# Provided entries:

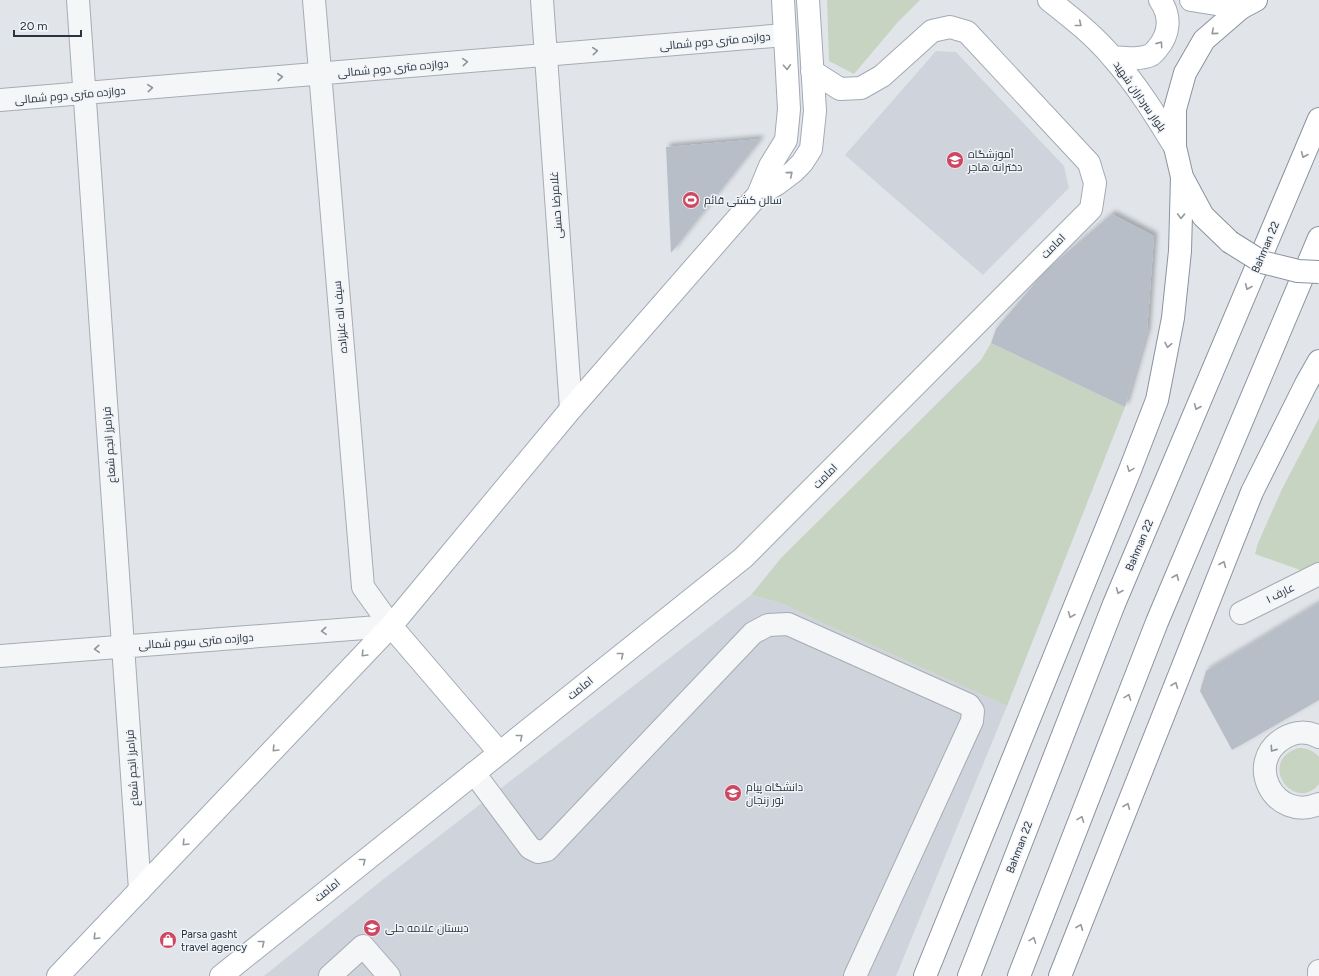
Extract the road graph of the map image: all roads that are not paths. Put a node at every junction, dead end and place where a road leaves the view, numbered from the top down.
1 (78, 0) edge
2 (314, 0) edge
3 (542, 0) edge
4 (783, 0) edge
5 (808, 0) edge
6 (1049, 0) edge
7 (1160, 0) edge
8 (1191, 0) edge
9 (1248, 4) edge
10 (810, 34) junction
11 (785, 35) junction
12 (546, 55) junction
13 (1113, 58) junction
14 (812, 71) junction
15 (320, 74) junction
16 (84, 94) junction
17 (0, 100) edge
18 (1319, 119) edge
19 (1175, 146) junction
20 (1182, 177) junction
21 (758, 195) junction
22 (1319, 238) edge
23 (1319, 272) edge
24 (1319, 361) edge
25 (571, 409) junction
26 (1319, 574) edge
27 (1241, 613) dead end
28 (391, 626) junction
29 (123, 647) junction
30 (0, 656) edge
31 (1313, 731) edge
32 (500, 753) junction
33 (474, 773) junction
34 (1319, 804) edge
35 (140, 890) junction
36 (1319, 971) edge
37 (58, 976) edge
38 (221, 976) edge
39 (330, 976) edge
40 (389, 976) edge
41 (855, 976) edge
42 (925, 976) edge
43 (969, 976) edge
44 (1019, 976) edge
45 (1060, 976) edge
46 (1319, 976) edge

1 - 16 street, فرامرز انجم شعاع
2 - 15 street, سیف اله علیزاده
3 - 12 street, غلامرضا حسنی
4 - 11 main road
5 - 10 main road
6 -> 13 main road, بلوار سرداران شهید
13 -> 7 main road
8 - 9 main road
9 -> 19 main road
10 - 11 main road
10 - 14 main road
12 -> 11 street, دوازده متری دوم شمالی
11 -> 21 main road
15 -> 12 street, دوازده متری دوم شمالی
12 - 25 street, غلامرضا حسنی
13 - 19 main road, بلوار سرداران شهید
21 -> 14 main road
32 -> 14 main road, امامت
16 -> 15 street, دوازده متری دوم شمالی
15 - 28 street, سیف اله علیزاده
16 - 17 street, دوازده متری دوم شمالی
16 - 29 street, فرامرز انجم شعاع
18 -> 43 main road, Bahman 22
19 - 20 main road
20 - 23 main road, bridge
20 -> 42 main road
21 - 25 main road
44 -> 22 main road
45 -> 24 main road
25 - 28 main road
26 - 27 street, عارف ۱
28 -> 29 street, دوازده متری سوم شمالی
28 - 32 main road
28 -> 35 main road
29 -> 30 street, دوازده متری سوم شمالی
29 - 35 street, فرامرز انجم شعاع
31 -> 34 street
32 - 33 main road, امامت
38 -> 33 main road, امامت
33 - 41 street
35 -> 37 main road
36 - 46 street
39 - 40 street

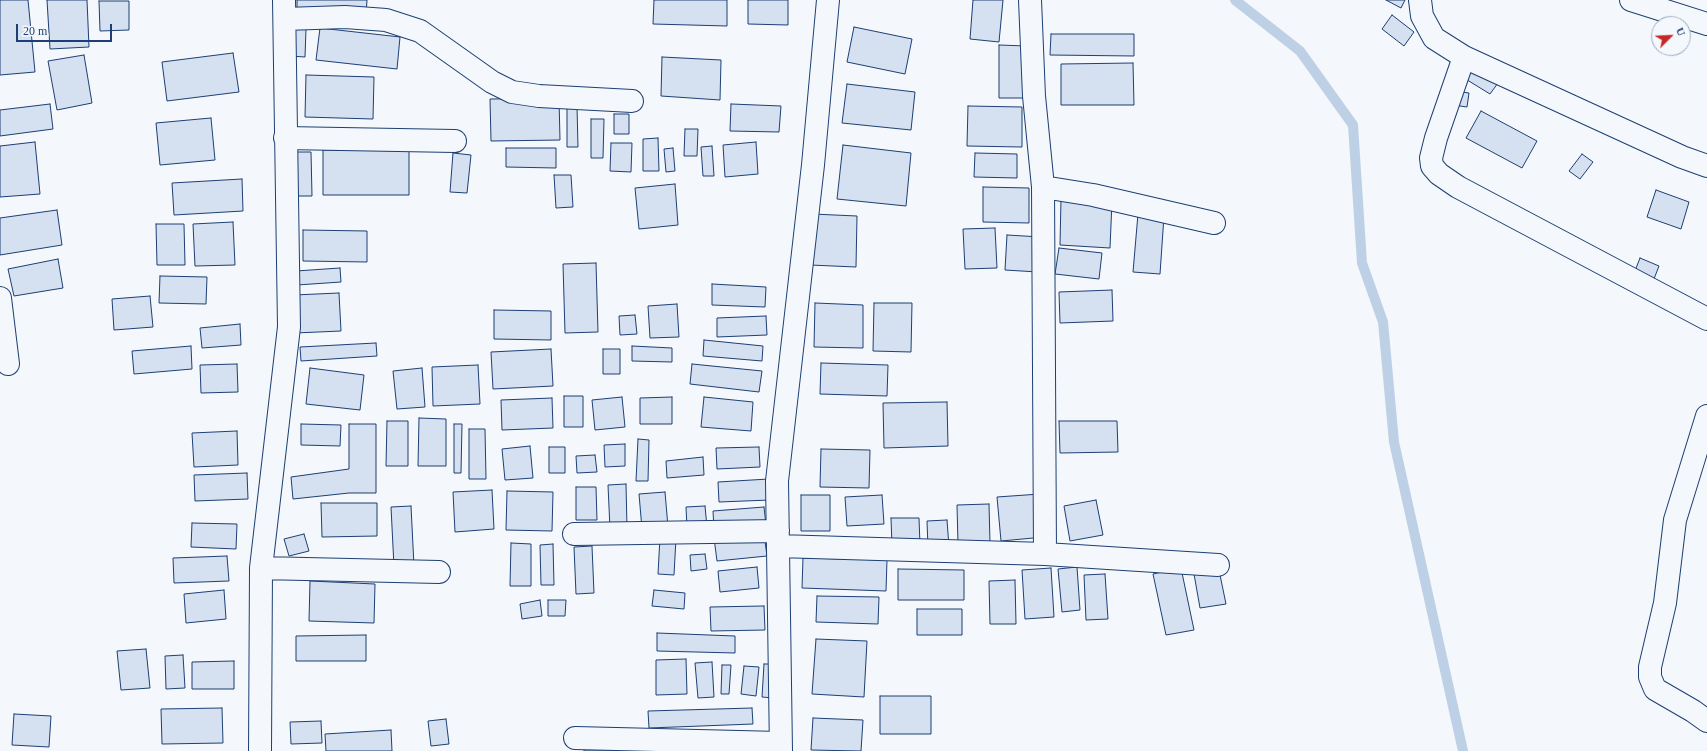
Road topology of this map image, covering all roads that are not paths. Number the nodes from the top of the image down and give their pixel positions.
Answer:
1 (828, 0) edge
2 (1030, 0) edge
3 (1420, 0) edge
4 (1631, 0) edge
5 (285, 10) edge
6 (1707, 24) edge
7 (1464, 58) junction
8 (632, 101) dead end
9 (285, 138) junction
10 (455, 141) dead end
11 (1707, 166) edge
12 (1043, 188) junction
13 (1214, 223) dead end
14 (0, 298) edge
15 (1707, 319) edge
16 (8, 364) dead end
17 (1707, 416) edge
18 (574, 534) dead end
19 (778, 538) junction
20 (1045, 554) junction
21 (1218, 566) dead end
22 (261, 568) junction
23 (439, 572) dead end
24 (1707, 721) edge
25 (575, 738) dead end
26 (780, 747) edge
27 (260, 751) edge

1 - 19 street
2 - 12 street
3 - 7 street
4 - 6 street
5 - 8 street
5 - 9 street
7 - 11 street
7 - 15 street
9 - 10 street
9 - 22 street
12 - 13 street
12 - 20 street
14 - 16 street
17 - 24 street
18 - 19 street
19 - 20 street
19 - 26 street
20 - 21 street
22 - 23 street
22 - 27 street
25 - 26 street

# Your assignment:
Exact copies of the entries above are needed, without their pictures.

# Solution:
Extract the road graph of the map image: all roads that are not paths. Put a node at every junction, dead end and place where a road leaves the view, numbered from the top down.
1 (78, 0) edge
2 (314, 0) edge
3 (542, 0) edge
4 (783, 0) edge
5 (808, 0) edge
6 (1049, 0) edge
7 (1160, 0) edge
8 (1191, 0) edge
9 (1248, 4) edge
10 (810, 34) junction
11 (785, 35) junction
12 (546, 55) junction
13 (1113, 58) junction
14 (812, 71) junction
15 (320, 74) junction
16 (84, 94) junction
17 (0, 100) edge
18 (1319, 119) edge
19 (1175, 146) junction
20 (1182, 177) junction
21 (758, 195) junction
22 (1319, 238) edge
23 (1319, 272) edge
24 (1319, 361) edge
25 (571, 409) junction
26 (1319, 574) edge
27 (1241, 613) dead end
28 (391, 626) junction
29 (123, 647) junction
30 (0, 656) edge
31 (1313, 731) edge
32 (500, 753) junction
33 (474, 773) junction
34 (1319, 804) edge
35 (140, 890) junction
36 (1319, 971) edge
37 (58, 976) edge
38 (221, 976) edge
39 (330, 976) edge
40 (389, 976) edge
41 (855, 976) edge
42 (925, 976) edge
43 (969, 976) edge
44 (1019, 976) edge
45 (1060, 976) edge
46 (1319, 976) edge

1 - 16 street, فرامرز انجم شعاع
2 - 15 street, سیف اله علیزاده
3 - 12 street, غلامرضا حسنی
4 - 11 main road
5 - 10 main road
6 -> 13 main road, بلوار سرداران شهید
13 -> 7 main road
8 - 9 main road
9 -> 19 main road
10 - 11 main road
10 - 14 main road
12 -> 11 street, دوازده متری دوم شمالی
11 -> 21 main road
15 -> 12 street, دوازده متری دوم شمالی
12 - 25 street, غلامرضا حسنی
13 - 19 main road, بلوار سرداران شهید
21 -> 14 main road
32 -> 14 main road, امامت
16 -> 15 street, دوازده متری دوم شمالی
15 - 28 street, سیف اله علیزاده
16 - 17 street, دوازده متری دوم شمالی
16 - 29 street, فرامرز انجم شعاع
18 -> 43 main road, Bahman 22
19 - 20 main road
20 - 23 main road, bridge
20 -> 42 main road
21 - 25 main road
44 -> 22 main road
45 -> 24 main road
25 - 28 main road
26 - 27 street, عارف ۱
28 -> 29 street, دوازده متری سوم شمالی
28 - 32 main road
28 -> 35 main road
29 -> 30 street, دوازده متری سوم شمالی
29 - 35 street, فرامرز انجم شعاع
31 -> 34 street
32 - 33 main road, امامت
38 -> 33 main road, امامت
33 - 41 street
35 -> 37 main road
36 - 46 street
39 - 40 street

Road topology of this map image, covering all roads that are not paths. Number the nodes from the top of the image down and give their pixel positions.
Answer:
1 (828, 0) edge
2 (1030, 0) edge
3 (1420, 0) edge
4 (1631, 0) edge
5 (285, 10) edge
6 (1707, 24) edge
7 (1464, 58) junction
8 (632, 101) dead end
9 (285, 138) junction
10 (455, 141) dead end
11 (1707, 166) edge
12 (1043, 188) junction
13 (1214, 223) dead end
14 (0, 298) edge
15 (1707, 319) edge
16 (8, 364) dead end
17 (1707, 416) edge
18 (574, 534) dead end
19 (778, 538) junction
20 (1045, 554) junction
21 (1218, 566) dead end
22 (261, 568) junction
23 (439, 572) dead end
24 (1707, 721) edge
25 (575, 738) dead end
26 (780, 747) edge
27 (260, 751) edge

1 - 19 street
2 - 12 street
3 - 7 street
4 - 6 street
5 - 8 street
5 - 9 street
7 - 11 street
7 - 15 street
9 - 10 street
9 - 22 street
12 - 13 street
12 - 20 street
14 - 16 street
17 - 24 street
18 - 19 street
19 - 20 street
19 - 26 street
20 - 21 street
22 - 23 street
22 - 27 street
25 - 26 street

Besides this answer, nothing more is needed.